» **What the exercise asks**
Return copies of the lines below that mention "this".

(Saved data entries)
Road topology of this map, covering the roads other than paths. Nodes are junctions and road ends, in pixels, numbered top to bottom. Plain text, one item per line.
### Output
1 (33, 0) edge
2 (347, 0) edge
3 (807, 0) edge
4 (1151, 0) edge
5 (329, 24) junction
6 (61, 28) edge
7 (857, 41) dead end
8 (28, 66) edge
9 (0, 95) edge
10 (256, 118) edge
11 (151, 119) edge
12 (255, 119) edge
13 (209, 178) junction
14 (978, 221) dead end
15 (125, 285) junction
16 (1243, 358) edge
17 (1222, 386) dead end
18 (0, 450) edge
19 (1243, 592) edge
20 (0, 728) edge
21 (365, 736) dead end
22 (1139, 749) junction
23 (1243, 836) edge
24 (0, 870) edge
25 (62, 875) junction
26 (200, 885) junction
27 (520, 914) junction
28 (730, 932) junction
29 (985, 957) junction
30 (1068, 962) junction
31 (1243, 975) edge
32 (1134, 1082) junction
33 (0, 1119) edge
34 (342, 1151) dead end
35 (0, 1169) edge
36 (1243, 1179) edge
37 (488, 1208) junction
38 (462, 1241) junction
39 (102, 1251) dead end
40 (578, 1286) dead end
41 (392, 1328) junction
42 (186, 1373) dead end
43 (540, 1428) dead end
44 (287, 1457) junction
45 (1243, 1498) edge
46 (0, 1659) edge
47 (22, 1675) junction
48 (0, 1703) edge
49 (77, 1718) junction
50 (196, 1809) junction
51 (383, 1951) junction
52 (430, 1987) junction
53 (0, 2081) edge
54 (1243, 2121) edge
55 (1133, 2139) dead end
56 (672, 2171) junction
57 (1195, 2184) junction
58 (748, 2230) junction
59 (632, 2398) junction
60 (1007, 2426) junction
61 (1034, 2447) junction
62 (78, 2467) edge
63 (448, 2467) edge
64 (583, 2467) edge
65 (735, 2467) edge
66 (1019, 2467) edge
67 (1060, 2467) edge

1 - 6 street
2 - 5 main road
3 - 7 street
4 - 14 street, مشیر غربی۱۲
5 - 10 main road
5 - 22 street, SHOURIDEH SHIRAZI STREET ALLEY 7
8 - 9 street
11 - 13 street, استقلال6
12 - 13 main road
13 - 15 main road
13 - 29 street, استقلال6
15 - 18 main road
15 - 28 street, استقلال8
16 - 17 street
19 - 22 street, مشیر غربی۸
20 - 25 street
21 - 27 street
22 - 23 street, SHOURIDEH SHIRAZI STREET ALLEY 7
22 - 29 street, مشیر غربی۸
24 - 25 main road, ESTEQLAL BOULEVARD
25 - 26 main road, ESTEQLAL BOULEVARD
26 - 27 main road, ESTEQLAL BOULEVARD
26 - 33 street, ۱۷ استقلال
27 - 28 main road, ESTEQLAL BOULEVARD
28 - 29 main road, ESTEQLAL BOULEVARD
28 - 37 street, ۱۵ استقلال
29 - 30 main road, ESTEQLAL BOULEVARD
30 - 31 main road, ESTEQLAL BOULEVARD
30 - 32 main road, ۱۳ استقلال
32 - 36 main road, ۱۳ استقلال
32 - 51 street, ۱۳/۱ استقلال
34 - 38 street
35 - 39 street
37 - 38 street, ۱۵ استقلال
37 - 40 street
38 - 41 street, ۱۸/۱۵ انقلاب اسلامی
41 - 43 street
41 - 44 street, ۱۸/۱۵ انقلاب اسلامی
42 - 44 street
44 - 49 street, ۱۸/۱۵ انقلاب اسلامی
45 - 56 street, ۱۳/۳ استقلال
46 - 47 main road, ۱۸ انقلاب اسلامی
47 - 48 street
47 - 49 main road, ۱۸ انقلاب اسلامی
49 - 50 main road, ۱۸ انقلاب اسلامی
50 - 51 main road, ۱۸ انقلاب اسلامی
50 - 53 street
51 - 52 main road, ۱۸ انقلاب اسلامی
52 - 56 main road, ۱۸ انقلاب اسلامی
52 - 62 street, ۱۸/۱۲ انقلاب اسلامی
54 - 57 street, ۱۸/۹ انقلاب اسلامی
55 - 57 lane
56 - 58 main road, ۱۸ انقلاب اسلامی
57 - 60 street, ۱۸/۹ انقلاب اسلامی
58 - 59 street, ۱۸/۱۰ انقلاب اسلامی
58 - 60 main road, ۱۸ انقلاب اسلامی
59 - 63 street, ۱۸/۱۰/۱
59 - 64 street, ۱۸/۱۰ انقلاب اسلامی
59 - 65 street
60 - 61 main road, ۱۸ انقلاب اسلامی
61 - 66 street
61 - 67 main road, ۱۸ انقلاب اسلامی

...

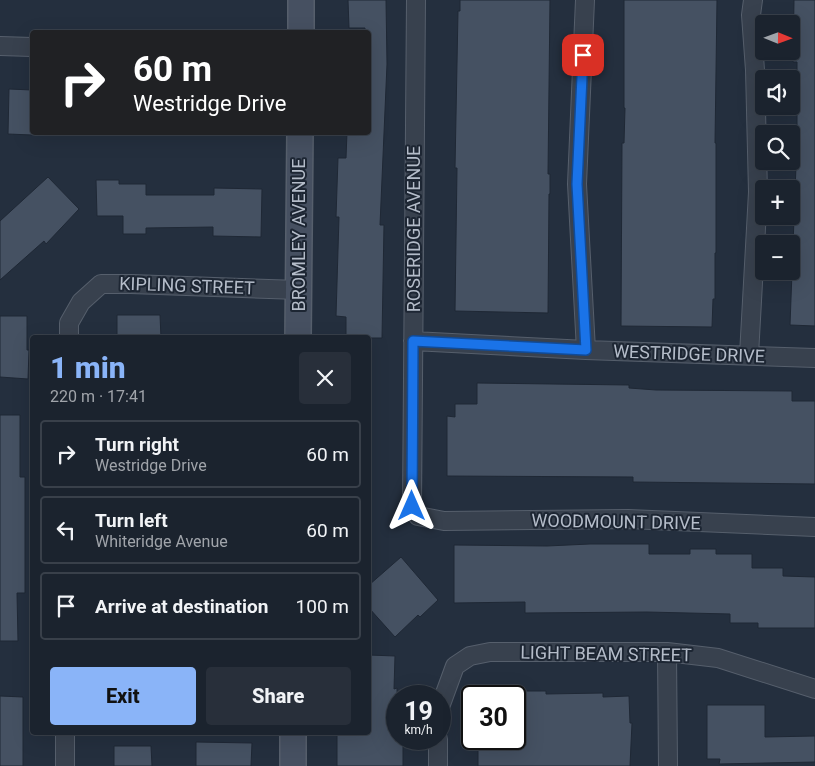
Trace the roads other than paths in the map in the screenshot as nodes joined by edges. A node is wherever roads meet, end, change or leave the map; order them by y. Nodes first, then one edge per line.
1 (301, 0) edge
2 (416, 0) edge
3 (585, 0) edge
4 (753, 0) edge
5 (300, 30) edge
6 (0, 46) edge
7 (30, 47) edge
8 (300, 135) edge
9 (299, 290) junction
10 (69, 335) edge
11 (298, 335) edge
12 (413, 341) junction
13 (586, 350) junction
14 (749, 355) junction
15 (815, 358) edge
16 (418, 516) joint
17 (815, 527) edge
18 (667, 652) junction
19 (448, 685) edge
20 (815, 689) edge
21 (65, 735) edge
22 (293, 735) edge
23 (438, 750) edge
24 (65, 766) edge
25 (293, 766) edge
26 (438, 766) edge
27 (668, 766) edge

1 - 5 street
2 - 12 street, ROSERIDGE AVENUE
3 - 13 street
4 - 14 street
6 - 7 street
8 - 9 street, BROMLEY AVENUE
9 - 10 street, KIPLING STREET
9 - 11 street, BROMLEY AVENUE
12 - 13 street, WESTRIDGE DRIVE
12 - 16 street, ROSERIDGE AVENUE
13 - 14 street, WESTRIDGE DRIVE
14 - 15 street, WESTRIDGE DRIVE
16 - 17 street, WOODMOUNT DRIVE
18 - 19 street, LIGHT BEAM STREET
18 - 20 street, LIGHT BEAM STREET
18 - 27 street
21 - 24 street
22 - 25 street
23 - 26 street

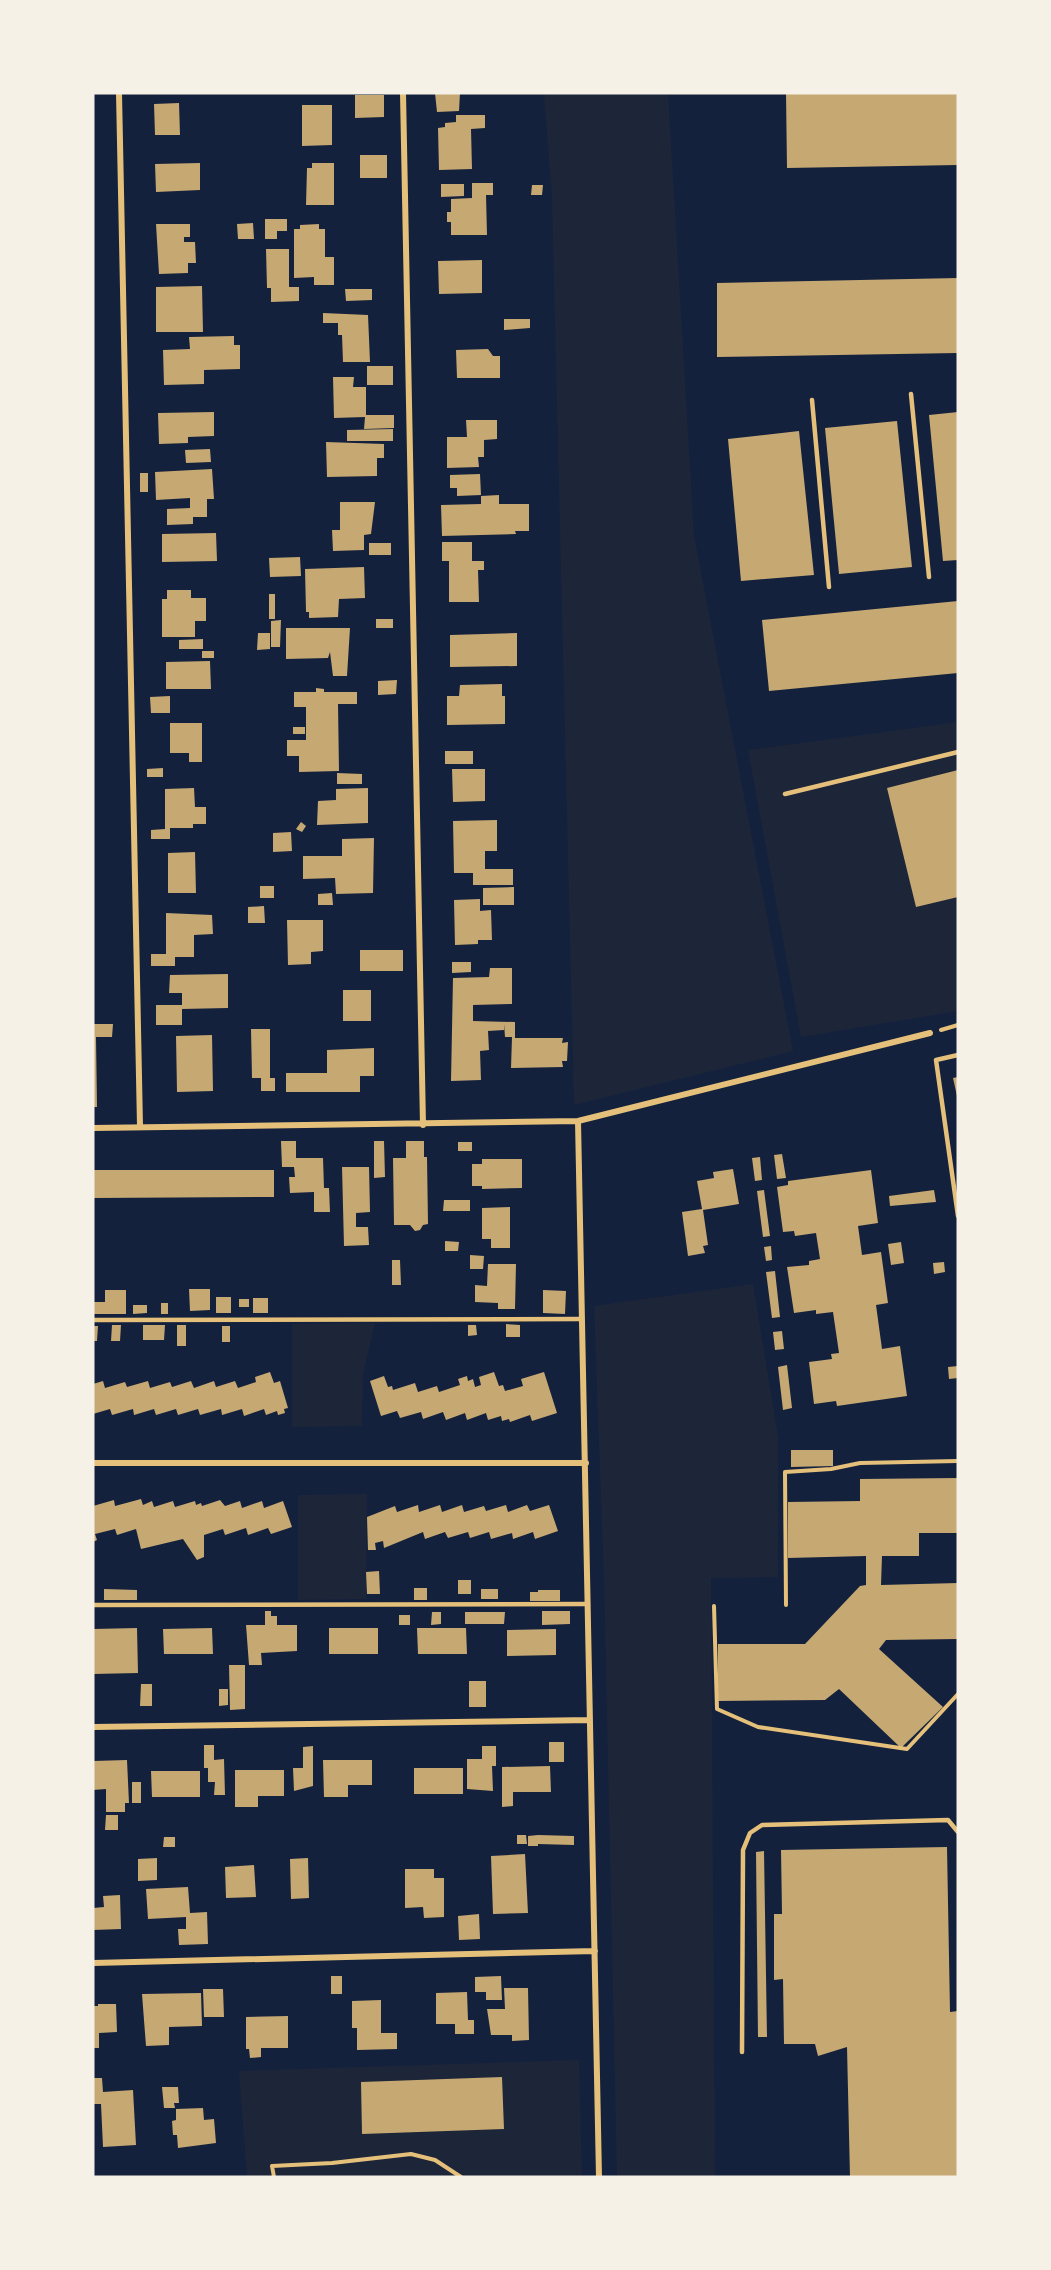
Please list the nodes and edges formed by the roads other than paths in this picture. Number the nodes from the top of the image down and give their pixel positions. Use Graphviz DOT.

» **Expected answer**
Road topology of this map, covering the roads other than paths. Nodes are junctions and road ends, in pixels, numbered top to bottom. Plain text, one item per line.
Please list the nodes and edges formed by the roads other than paths in this picture. Number the nodes from the top of the image down and give their pixel positions. Use Graphviz DOT.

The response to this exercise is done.